On traduit dans Charlevoix

7-10 August 2022 in La Malbaie, Quebec

By Robin Humphrey

My journey to La Malbaie on the north shore of the St. Lawrence River, Quebec, was my first ever visit to Canada. I had no problem justifying travelling so far for a 2½-day translation conference — this was a special conference that I’d wanted to go to for some time and this year felt like exactly the right moment for me to attend.

Transatlantic travel can be daunting if you’re not used to it and seeing as I’d decided to visit two sets of family friends in Ottawa and Massachusetts, which was going to involve 23 separate stages of travel, I handed the lot over to a travel agent. They handled it really well. I arrived and left without having experienced any significant glitches.

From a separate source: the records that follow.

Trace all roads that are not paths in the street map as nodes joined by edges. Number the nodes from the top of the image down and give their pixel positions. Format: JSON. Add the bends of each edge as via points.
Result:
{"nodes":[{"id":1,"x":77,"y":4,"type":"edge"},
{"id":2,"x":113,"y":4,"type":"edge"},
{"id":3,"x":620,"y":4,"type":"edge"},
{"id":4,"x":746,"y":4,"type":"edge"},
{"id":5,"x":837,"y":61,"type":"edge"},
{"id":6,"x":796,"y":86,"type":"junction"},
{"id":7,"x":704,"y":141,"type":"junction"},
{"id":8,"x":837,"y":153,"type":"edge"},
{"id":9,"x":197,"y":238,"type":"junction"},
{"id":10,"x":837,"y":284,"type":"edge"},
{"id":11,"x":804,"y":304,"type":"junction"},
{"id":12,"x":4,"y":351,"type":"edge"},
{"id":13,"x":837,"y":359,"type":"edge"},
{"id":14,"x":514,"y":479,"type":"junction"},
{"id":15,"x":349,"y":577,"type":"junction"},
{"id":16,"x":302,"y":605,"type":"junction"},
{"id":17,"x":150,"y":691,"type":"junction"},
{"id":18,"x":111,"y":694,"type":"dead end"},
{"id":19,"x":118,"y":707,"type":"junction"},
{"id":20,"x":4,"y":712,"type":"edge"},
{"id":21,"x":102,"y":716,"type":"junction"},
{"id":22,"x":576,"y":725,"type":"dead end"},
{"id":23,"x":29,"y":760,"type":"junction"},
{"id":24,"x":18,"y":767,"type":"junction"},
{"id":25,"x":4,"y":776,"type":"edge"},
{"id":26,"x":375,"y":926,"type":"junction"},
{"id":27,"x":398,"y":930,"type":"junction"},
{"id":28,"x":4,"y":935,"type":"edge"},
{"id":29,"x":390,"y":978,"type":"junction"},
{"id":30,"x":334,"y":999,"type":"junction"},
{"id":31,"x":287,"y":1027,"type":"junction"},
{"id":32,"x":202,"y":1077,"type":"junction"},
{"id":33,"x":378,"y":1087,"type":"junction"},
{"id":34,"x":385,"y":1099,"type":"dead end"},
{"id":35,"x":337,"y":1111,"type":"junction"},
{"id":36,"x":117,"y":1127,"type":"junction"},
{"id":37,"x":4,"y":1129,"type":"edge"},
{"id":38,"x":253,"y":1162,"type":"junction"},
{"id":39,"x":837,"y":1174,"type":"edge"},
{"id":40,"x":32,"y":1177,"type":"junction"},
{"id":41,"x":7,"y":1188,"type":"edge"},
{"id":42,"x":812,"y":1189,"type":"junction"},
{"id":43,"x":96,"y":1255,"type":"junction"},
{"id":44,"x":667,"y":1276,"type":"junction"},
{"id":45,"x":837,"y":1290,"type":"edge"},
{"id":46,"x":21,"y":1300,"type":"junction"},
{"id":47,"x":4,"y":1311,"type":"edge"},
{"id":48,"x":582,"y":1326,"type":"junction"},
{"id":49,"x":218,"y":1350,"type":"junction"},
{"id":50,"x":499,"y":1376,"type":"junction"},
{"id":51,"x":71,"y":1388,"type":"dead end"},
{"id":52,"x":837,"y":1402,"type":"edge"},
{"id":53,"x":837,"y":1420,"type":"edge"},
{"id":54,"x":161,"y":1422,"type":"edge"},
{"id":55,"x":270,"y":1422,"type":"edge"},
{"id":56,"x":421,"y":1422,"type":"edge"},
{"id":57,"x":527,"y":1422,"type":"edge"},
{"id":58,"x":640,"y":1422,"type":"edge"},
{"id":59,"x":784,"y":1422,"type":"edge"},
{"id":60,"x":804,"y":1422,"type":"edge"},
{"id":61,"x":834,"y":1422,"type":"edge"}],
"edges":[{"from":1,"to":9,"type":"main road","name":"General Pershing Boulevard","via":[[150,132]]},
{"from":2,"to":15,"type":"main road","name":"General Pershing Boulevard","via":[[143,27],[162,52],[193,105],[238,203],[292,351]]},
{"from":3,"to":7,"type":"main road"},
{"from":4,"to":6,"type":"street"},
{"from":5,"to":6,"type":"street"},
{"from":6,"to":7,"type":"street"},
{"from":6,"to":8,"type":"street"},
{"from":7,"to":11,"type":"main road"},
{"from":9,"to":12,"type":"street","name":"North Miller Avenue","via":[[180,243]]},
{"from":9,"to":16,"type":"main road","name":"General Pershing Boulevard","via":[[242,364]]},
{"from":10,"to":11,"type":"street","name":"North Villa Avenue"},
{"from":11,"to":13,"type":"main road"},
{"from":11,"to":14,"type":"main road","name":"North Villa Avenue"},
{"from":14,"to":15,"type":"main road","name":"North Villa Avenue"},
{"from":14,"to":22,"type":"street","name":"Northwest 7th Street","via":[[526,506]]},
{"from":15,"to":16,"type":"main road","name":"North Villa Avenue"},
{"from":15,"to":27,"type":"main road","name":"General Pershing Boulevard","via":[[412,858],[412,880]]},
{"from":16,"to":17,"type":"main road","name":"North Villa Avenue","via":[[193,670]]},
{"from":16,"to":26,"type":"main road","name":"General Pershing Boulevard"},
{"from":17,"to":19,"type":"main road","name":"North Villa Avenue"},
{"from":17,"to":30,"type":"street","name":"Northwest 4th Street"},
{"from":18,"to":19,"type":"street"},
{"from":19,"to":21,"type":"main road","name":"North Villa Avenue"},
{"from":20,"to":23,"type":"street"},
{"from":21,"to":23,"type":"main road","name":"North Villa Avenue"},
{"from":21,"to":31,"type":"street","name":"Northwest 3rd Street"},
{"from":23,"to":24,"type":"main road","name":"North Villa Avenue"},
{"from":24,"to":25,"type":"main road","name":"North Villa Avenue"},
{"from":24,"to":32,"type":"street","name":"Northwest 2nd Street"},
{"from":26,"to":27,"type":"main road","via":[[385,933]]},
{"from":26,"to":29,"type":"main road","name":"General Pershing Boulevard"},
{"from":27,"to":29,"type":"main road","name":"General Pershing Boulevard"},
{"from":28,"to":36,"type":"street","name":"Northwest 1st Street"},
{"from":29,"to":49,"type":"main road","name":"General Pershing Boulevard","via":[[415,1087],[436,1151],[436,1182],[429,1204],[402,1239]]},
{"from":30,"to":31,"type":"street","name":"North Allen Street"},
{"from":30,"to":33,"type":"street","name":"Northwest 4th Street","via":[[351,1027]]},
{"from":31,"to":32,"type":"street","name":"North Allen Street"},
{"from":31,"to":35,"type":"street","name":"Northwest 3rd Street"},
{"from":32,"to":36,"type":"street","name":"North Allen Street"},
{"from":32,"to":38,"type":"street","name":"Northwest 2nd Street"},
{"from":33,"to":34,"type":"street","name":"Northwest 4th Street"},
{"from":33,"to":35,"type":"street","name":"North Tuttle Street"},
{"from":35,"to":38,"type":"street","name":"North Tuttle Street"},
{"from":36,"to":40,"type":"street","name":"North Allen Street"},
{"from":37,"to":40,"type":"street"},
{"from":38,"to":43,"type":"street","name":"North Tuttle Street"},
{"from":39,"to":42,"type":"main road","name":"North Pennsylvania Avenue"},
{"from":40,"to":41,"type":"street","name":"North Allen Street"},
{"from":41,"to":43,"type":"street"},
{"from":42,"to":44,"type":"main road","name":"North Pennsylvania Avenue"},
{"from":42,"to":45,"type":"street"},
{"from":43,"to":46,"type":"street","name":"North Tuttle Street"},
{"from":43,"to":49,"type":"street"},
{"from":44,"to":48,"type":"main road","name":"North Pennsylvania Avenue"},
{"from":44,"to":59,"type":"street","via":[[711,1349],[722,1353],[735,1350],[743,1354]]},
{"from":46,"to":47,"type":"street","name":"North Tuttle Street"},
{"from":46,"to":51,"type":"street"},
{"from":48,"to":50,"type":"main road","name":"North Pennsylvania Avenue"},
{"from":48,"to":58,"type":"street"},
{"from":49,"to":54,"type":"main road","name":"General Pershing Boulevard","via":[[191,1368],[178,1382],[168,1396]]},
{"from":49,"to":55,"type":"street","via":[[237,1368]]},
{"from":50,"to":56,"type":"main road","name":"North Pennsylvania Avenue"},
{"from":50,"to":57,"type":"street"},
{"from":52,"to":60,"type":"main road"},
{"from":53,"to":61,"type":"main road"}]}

Arrival in Quebec presented no language barrier at all. Why would it? Everyone speaks French. This meant taking a little bit longer to feel I was in a foreign country at all. People were extremely friendly and things went so smoothly. Hotel staff and taxi drivers complimented me on my French and only once or twice did I need to ask “Qu’est-ce que vous dites ?” Yes, le français québecois is different. It sounds unlike metropolitan French and offers unique ways of saying things. For example, instead of a waiter saying “je vous en prie” for “you’re welcome” or “at your service”, they’ll say “bienvenu”. That just struck me as … something that may be pounced on by a French language purist, but which I kind of liked, because it was different and rather unexpected.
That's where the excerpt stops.